I keep coming back to Struggles, the imaginary town in Arkansas that is grappling with its history of poor management, populations flight, and an uncertain future. I say I keep coming back to the town, but I haven’t been writing much about it. I’ve been thinking about it. My mind has been on the people of the town and how they are coping with the less-than-gradual disintegration of municipal services and almost daily business failures. The business that my main character owns and operates, the Fourth Estate Tavern, is clinging to a shrinking clientele who increasingly can’t afford to buy food and drink “out.” But the tavern was ordered closed for awhile to limit the spread of the COVID-19 virus. Many of the tavern’s regulars lost their jobs when Sternberg Refrigeration closed its doors. The three firefighters who lost their lives when battling the blaze at Sternberg’s shuttered plant had been regulars, too. Calypso Kneeblood, the owner, is facing his own battles, aside from a business forced to temporarily shut its doors; his lung cancer surgery and precarious financial situation are both on his mind. Those heavy matters are changing his usual curmudgeonly cheerful disposition to one utterly devoid of cheer. Even so, an unexpected visit from a young woman who offers Calypso a way to turn things around for the town and the tavern.

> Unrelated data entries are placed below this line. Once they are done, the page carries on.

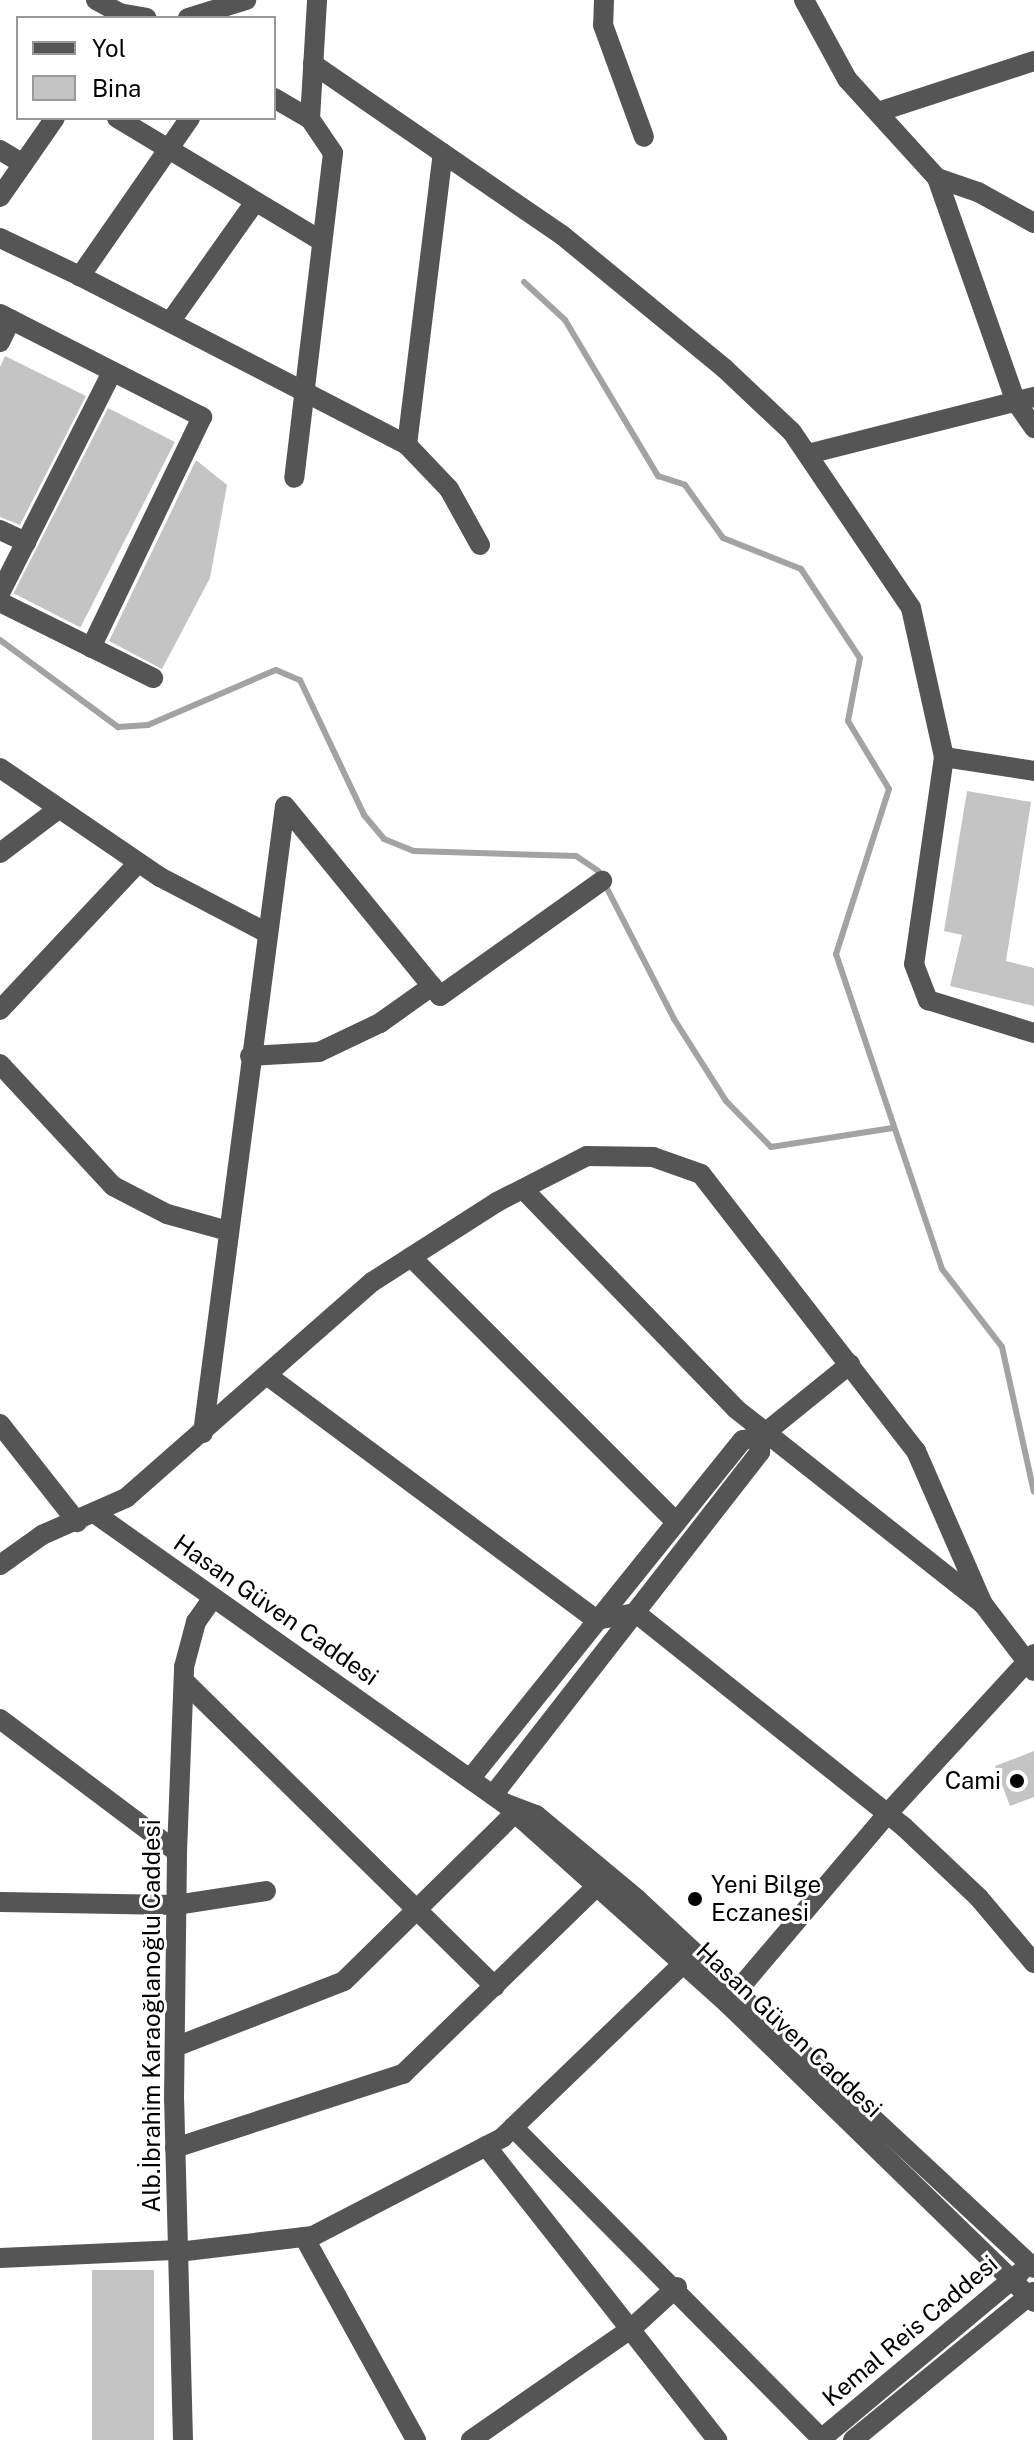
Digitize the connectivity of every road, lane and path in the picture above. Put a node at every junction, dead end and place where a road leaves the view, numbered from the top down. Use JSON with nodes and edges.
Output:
{"nodes":[{"id":1,"x":96,"y":0,"type":"edge"},
{"id":2,"x":157,"y":0,"type":"edge"},
{"id":3,"x":246,"y":0,"type":"edge"},
{"id":4,"x":317,"y":0,"type":"edge"},
{"id":5,"x":604,"y":0,"type":"edge"},
{"id":6,"x":804,"y":0,"type":"edge"},
{"id":7,"x":135,"y":16,"type":"edge"},
{"id":8,"x":138,"y":16,"type":"edge"},
{"id":9,"x":194,"y":16,"type":"edge"},
{"id":10,"x":1034,"y":61,"type":"edge"},
{"id":11,"x":313,"y":64,"type":"junction"},
{"id":12,"x":276,"y":99,"type":"edge"},
{"id":13,"x":878,"y":112,"type":"junction"},
{"id":14,"x":310,"y":119,"type":"junction"},
{"id":15,"x":54,"y":120,"type":"edge"},
{"id":16,"x":120,"y":120,"type":"edge"},
{"id":17,"x":189,"y":120,"type":"edge"},
{"id":18,"x":644,"y":137,"type":"dead end"},
{"id":19,"x":0,"y":150,"type":"edge"},
{"id":20,"x":169,"y":152,"type":"junction"},
{"id":21,"x":443,"y":153,"type":"junction"},
{"id":22,"x":23,"y":164,"type":"junction"},
{"id":23,"x":937,"y":178,"type":"junction"},
{"id":24,"x":0,"y":197,"type":"edge"},
{"id":25,"x":255,"y":202,"type":"junction"},
{"id":26,"x":1034,"y":223,"type":"edge"},
{"id":27,"x":0,"y":238,"type":"edge"},
{"id":28,"x":320,"y":240,"type":"junction"},
{"id":29,"x":80,"y":276,"type":"junction"},
{"id":30,"x":5,"y":316,"type":"edge"},
{"id":31,"x":170,"y":322,"type":"junction"},
{"id":32,"x":0,"y":342,"type":"edge"},
{"id":33,"x":112,"y":372,"type":"junction"},
{"id":34,"x":304,"y":390,"type":"junction"},
{"id":35,"x":1025,"y":400,"type":"edge"},
{"id":36,"x":1034,"y":428,"type":"edge"},
{"id":37,"x":407,"y":445,"type":"junction"},
{"id":38,"x":808,"y":454,"type":"junction"},
{"id":39,"x":294,"y":478,"type":"dead end"},
{"id":40,"x":0,"y":530,"type":"edge"},
{"id":41,"x":26,"y":542,"type":"junction"},
{"id":42,"x":480,"y":545,"type":"dead end"},
{"id":43,"x":0,"y":593,"type":"edge"},
{"id":44,"x":0,"y":602,"type":"edge"},
{"id":45,"x":91,"y":648,"type":"junction"},
{"id":46,"x":153,"y":678,"type":"dead end"},
{"id":47,"x":944,"y":757,"type":"junction"},
{"id":48,"x":0,"y":768,"type":"edge"},
{"id":49,"x":1034,"y":771,"type":"edge"},
{"id":50,"x":57,"y":810,"type":"junction"},
{"id":51,"x":0,"y":853,"type":"edge"},
{"id":52,"x":138,"y":863,"type":"junction"},
{"id":53,"x":602,"y":881,"type":"dead end"},
{"id":54,"x":267,"y":933,"type":"junction"},
{"id":55,"x":432,"y":986,"type":"junction"},
{"id":56,"x":0,"y":1010,"type":"edge"},
{"id":57,"x":1034,"y":1033,"type":"edge"},
{"id":58,"x":250,"y":1056,"type":"junction"},
{"id":59,"x":0,"y":1064,"type":"edge"},
{"id":60,"x":523,"y":1189,"type":"junction"},
{"id":61,"x":228,"y":1231,"type":"junction"},
{"id":62,"x":411,"y":1257,"type":"junction"},
{"id":63,"x":850,"y":1364,"type":"junction"},
{"id":64,"x":268,"y":1376,"type":"junction"},
{"id":65,"x":0,"y":1424,"type":"edge"},
{"id":66,"x":203,"y":1433,"type":"junction"},
{"id":67,"x":764,"y":1435,"type":"junction"},
{"id":68,"x":97,"y":1515,"type":"junction"},
{"id":69,"x":77,"y":1522,"type":"junction"},
{"id":70,"x":676,"y":1522,"type":"junction"},
{"id":71,"x":0,"y":1565,"type":"edge"},
{"id":72,"x":213,"y":1598,"type":"junction"},
{"id":73,"x":983,"y":1604,"type":"junction"},
{"id":74,"x":636,"y":1613,"type":"junction"},
{"id":75,"x":596,"y":1620,"type":"junction"},
{"id":76,"x":1031,"y":1662,"type":"edge"},
{"id":77,"x":184,"y":1681,"type":"junction"},
{"id":78,"x":0,"y":1719,"type":"edge"},
{"id":79,"x":470,"y":1779,"type":"junction"},
{"id":80,"x":503,"y":1804,"type":"junction"},
{"id":81,"x":888,"y":1813,"type":"junction"},
{"id":82,"x":177,"y":1852,"type":"junction"},
{"id":83,"x":597,"y":1886,"type":"junction"},
{"id":84,"x":266,"y":1891,"type":"dead end"},
{"id":85,"x":0,"y":1902,"type":"edge"},
{"id":86,"x":176,"y":1905,"type":"junction"},
{"id":87,"x":418,"y":1910,"type":"junction"},
{"id":88,"x":1030,"y":1951,"type":"edge"},
{"id":89,"x":689,"y":1958,"type":"junction"},
{"id":90,"x":495,"y":1987,"type":"junction"},
{"id":91,"x":733,"y":1996,"type":"junction"},
{"id":92,"x":175,"y":2047,"type":"junction"},
{"id":93,"x":513,"y":2127,"type":"junction"},
{"id":94,"x":486,"y":2146,"type":"junction"},
{"id":95,"x":175,"y":2148,"type":"junction"},
{"id":96,"x":304,"y":2237,"type":"junction"},
{"id":97,"x":178,"y":2251,"type":"junction"},
{"id":98,"x":0,"y":2258,"type":"edge"},
{"id":99,"x":1033,"y":2266,"type":"edge"},
{"id":100,"x":1011,"y":2279,"type":"junction"},
{"id":101,"x":677,"y":2287,"type":"junction"},
{"id":102,"x":1032,"y":2296,"type":"edge"},
{"id":103,"x":632,"y":2328,"type":"junction"},
{"id":104,"x":411,"y":2438,"type":"edge"},
{"id":105,"x":821,"y":2439,"type":"edge"},
{"id":106,"x":183,"y":2440,"type":"edge"},
{"id":107,"x":471,"y":2440,"type":"edge"},
{"id":108,"x":717,"y":2440,"type":"edge"},
{"id":109,"x":853,"y":2440,"type":"edge"}],
"edges":[{"from":1,"to":7,"type":"street"},
{"from":2,"to":8,"type":"street"},
{"from":3,"to":9,"type":"street"},
{"from":4,"to":11,"type":"street"},
{"from":5,"to":18,"type":"street"},
{"from":6,"to":13,"type":"street"},
{"from":10,"to":13,"type":"street"},
{"from":11,"to":14,"type":"street"},
{"from":11,"to":21,"type":"street"},
{"from":12,"to":14,"type":"street"},
{"from":13,"to":23,"type":"street"},
{"from":14,"to":28,"type":"street"},
{"from":15,"to":22,"type":"street"},
{"from":16,"to":20,"type":"street"},
{"from":17,"to":20,"type":"street"},
{"from":19,"to":22,"type":"street"},
{"from":20,"to":25,"type":"street"},
{"from":20,"to":29,"type":"street"},
{"from":21,"to":37,"type":"street"},
{"from":21,"to":38,"type":"street"},
{"from":22,"to":24,"type":"street"},
{"from":23,"to":26,"type":"street"},
{"from":23,"to":35,"type":"street"},
{"from":25,"to":28,"type":"street"},
{"from":25,"to":31,"type":"street"},
{"from":27,"to":29,"type":"street"},
{"from":28,"to":34,"type":"street"},
{"from":29,"to":31,"type":"street"},
{"from":30,"to":32,"type":"street"},
{"from":30,"to":33,"type":"street"},
{"from":31,"to":34,"type":"street"},
{"from":33,"to":41,"type":"street"},
{"from":33,"to":45,"type":"street"},
{"from":34,"to":37,"type":"street"},
{"from":34,"to":39,"type":"street"},
{"from":35,"to":36,"type":"street"},
{"from":35,"to":38,"type":"street"},
{"from":37,"to":42,"type":"street"},
{"from":38,"to":47,"type":"street"},
{"from":40,"to":41,"type":"street"},
{"from":41,"to":43,"type":"street"},
{"from":44,"to":45,"type":"street"},
{"from":45,"to":46,"type":"street"},
{"from":47,"to":49,"type":"street"},
{"from":47,"to":57,"type":"street"},
{"from":48,"to":50,"type":"street"},
{"from":50,"to":51,"type":"street"},
{"from":50,"to":52,"type":"street"},
{"from":52,"to":54,"type":"street"},
{"from":52,"to":56,"type":"street"},
{"from":53,"to":55,"type":"street"},
{"from":54,"to":55,"type":"street"},
{"from":54,"to":58,"type":"street"},
{"from":55,"to":58,"type":"street"},
{"from":58,"to":61,"type":"street"},
{"from":59,"to":61,"type":"street"},
{"from":60,"to":62,"type":"street"},
{"from":60,"to":63,"type":"street"},
{"from":60,"to":67,"type":"street"},
{"from":61,"to":66,"type":"street"},
{"from":62,"to":64,"type":"street"},
{"from":62,"to":70,"type":"street"},
{"from":63,"to":67,"type":"street"},
{"from":63,"to":73,"type":"street"},
{"from":64,"to":66,"type":"street"},
{"from":64,"to":75,"type":"street"},
{"from":65,"to":69,"type":"street"},
{"from":66,"to":68,"type":"street"},
{"from":67,"to":70,"type":"street"},
{"from":67,"to":73,"type":"street"},
{"from":67,"to":74,"type":"street"},
{"from":68,"to":69,"type":"street"},
{"from":68,"to":72,"type":"street","name":"Hasan Güven Caddesi"},
{"from":69,"to":71,"type":"street"},
{"from":70,"to":75,"type":"street"},
{"from":72,"to":77,"type":"street","name":"Alb.İbrahim Karaoğlanoğlu Caddesi"},
{"from":72,"to":79,"type":"street","name":"Hasan Güven Caddesi"},
{"from":73,"to":76,"type":"street"},
{"from":74,"to":75,"type":"street"},
{"from":74,"to":80,"type":"street"},
{"from":74,"to":81,"type":"street"},
{"from":75,"to":79,"type":"street"},
{"from":76,"to":81,"type":"street"},
{"from":77,"to":82,"type":"street","name":"Alb.İbrahim Karaoğlanoğlu Caddesi"},
{"from":77,"to":87,"type":"street"},
{"from":78,"to":82,"type":"street"},
{"from":79,"to":80,"type":"street","name":"Hasan Güven Caddesi"},
{"from":80,"to":83,"type":"street","name":"Hasan Güven Caddesi"},
{"from":80,"to":87,"type":"street"},
{"from":80,"to":89,"type":"street","name":"Hasan Güven Caddesi"},
{"from":81,"to":88,"type":"street"},
{"from":81,"to":91,"type":"street"},
{"from":82,"to":86,"type":"street","name":"Alb.İbrahim Karaoğlanoğlu Caddesi"},
{"from":83,"to":89,"type":"street","name":"Hasan Güven Caddesi"},
{"from":83,"to":90,"type":"street"},
{"from":84,"to":86,"type":"street"},
{"from":85,"to":86,"type":"street"},
{"from":86,"to":92,"type":"street","name":"Alb.İbrahim Karaoğlanoğlu Caddesi"},
{"from":87,"to":90,"type":"street"},
{"from":87,"to":92,"type":"street"},
{"from":89,"to":91,"type":"street","name":"Hasan Güven Caddesi"},
{"from":89,"to":93,"type":"street"},
{"from":90,"to":95,"type":"street"},
{"from":91,"to":99,"type":"street","name":"Hasan Güven Caddesi"},
{"from":91,"to":100,"type":"street","name":"Hasan Güven Caddesi"},
{"from":92,"to":95,"type":"street","name":"Alb.İbrahim Karaoğlanoğlu Caddesi"},
{"from":93,"to":94,"type":"street"},
{"from":93,"to":101,"type":"street"},
{"from":94,"to":96,"type":"street"},
{"from":94,"to":103,"type":"street"},
{"from":95,"to":97,"type":"street","name":"Alb.İbrahim Karaoğlanoğlu Caddesi"},
{"from":96,"to":97,"type":"street"},
{"from":96,"to":104,"type":"street"},
{"from":97,"to":98,"type":"street"},
{"from":97,"to":106,"type":"street","name":"Alb.İbrahim Karaoğlanoğlu Caddesi"},
{"from":99,"to":100,"type":"street","name":"Kemal Reis Caddesi"},
{"from":100,"to":102,"type":"street","name":"Hasan Güven Caddesi"},
{"from":100,"to":105,"type":"street","name":"Kemal Reis Caddesi"},
{"from":101,"to":103,"type":"street"},
{"from":101,"to":105,"type":"street"},
{"from":102,"to":109,"type":"street","name":"Kemal Reis Caddesi"},
{"from":103,"to":107,"type":"street"},
{"from":103,"to":108,"type":"street"}]}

The reason I keep coming back to Struggles is that the solution the woman offers is hard for me to make real. And the few influential people who remain in Struggles are skeptical of anything Kneeblood says or does, so his attempts to sway them will be rebuffed, automatically. Maybe I don’t want to introduce the reality of COVID-19 to the story. Perhaps I should envision it taking place in another time. Or in this time, but without the pestilence. I think of Struggles and Kneeblood every day. And I think of the young woman. I am trying to imagine her motives for offering to help Kneeblood resurrect Struggles and the Fourth Estate Tavern. Her name and her background remain mysteries to me; the guy writing her character into the story! But I know she and Kneeblood will become involved romantically, despite the fact that he is a good twenty years older than she; maybe more. Whether that entanglement lasts has yet to be determined.

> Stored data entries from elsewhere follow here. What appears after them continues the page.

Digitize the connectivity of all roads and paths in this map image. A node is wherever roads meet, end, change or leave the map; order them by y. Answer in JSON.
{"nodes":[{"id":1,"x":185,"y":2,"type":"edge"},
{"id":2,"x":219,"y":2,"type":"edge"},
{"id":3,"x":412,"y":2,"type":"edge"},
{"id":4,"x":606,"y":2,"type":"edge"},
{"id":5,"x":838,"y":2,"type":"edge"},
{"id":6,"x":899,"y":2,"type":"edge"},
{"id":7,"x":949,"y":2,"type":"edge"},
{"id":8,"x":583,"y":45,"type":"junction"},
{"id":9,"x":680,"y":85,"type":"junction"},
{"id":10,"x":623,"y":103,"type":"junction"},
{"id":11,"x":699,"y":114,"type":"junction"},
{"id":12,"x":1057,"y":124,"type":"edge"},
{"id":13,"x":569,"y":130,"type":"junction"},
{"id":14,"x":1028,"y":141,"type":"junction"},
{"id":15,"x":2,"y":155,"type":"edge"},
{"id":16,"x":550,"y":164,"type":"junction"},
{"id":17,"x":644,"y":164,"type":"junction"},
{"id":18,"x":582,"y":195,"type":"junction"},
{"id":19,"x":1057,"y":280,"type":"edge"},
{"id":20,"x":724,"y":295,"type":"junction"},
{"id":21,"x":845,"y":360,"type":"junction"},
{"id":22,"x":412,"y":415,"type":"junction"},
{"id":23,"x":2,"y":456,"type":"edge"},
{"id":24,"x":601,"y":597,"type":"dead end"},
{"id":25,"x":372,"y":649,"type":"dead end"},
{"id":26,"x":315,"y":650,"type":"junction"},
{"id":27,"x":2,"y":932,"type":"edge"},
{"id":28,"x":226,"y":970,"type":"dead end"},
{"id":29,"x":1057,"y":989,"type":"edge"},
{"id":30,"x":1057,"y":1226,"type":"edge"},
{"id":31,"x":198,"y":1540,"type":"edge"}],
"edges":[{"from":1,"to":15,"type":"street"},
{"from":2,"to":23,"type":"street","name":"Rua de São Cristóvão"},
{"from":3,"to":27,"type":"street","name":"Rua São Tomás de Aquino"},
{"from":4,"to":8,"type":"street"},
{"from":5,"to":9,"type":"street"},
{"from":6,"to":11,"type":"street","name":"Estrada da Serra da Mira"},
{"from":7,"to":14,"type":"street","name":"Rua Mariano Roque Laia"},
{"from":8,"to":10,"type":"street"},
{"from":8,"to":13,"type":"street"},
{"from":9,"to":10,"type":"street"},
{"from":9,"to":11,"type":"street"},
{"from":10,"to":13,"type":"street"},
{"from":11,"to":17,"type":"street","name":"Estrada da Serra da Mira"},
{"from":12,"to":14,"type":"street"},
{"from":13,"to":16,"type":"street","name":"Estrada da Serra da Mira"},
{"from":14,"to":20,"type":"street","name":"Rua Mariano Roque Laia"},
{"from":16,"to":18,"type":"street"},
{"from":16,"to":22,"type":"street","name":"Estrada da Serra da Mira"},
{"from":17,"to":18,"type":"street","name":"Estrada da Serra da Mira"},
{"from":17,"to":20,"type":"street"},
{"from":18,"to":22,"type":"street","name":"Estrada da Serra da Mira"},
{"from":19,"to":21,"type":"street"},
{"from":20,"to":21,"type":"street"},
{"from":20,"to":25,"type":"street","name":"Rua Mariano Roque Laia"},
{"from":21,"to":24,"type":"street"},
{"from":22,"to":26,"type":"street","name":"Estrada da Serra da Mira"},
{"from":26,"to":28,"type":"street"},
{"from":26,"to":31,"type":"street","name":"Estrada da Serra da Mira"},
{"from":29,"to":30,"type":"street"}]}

I think I haven’t named her yet because I want her to have a “classic” female name that is timeless. When I look at popular names for women past and present, I see Amber and Destiny and Madison and Zoey and Meghan. While they will be around for years, they will cycle in and out. I want something strong and permanent and awash in respect and admiration. That’s not asking for much, is it? How about Gabriella? Or Stella? Or Josephine? Why her name is so damn important is beyond me. Her background is far more relevant to the story. I have to know her. I have to live with her for awhile. Wake up with her in the morning and observe her routine. Listen in on her phone calls. Watch and listen as she interacts with people, both those she knows and those she doesn’t. I need to know why she and Kneeblood will mesh; what about her allows her to be attracted to a much older man. I already know Kneeblood. He’s not just a lecherous old man. He has crafted a rough, impenetrable, crusty façade to protect his tender, emotional core; the too-fragile, too-easily-wounded framework around which he has hung his work of deceitful art.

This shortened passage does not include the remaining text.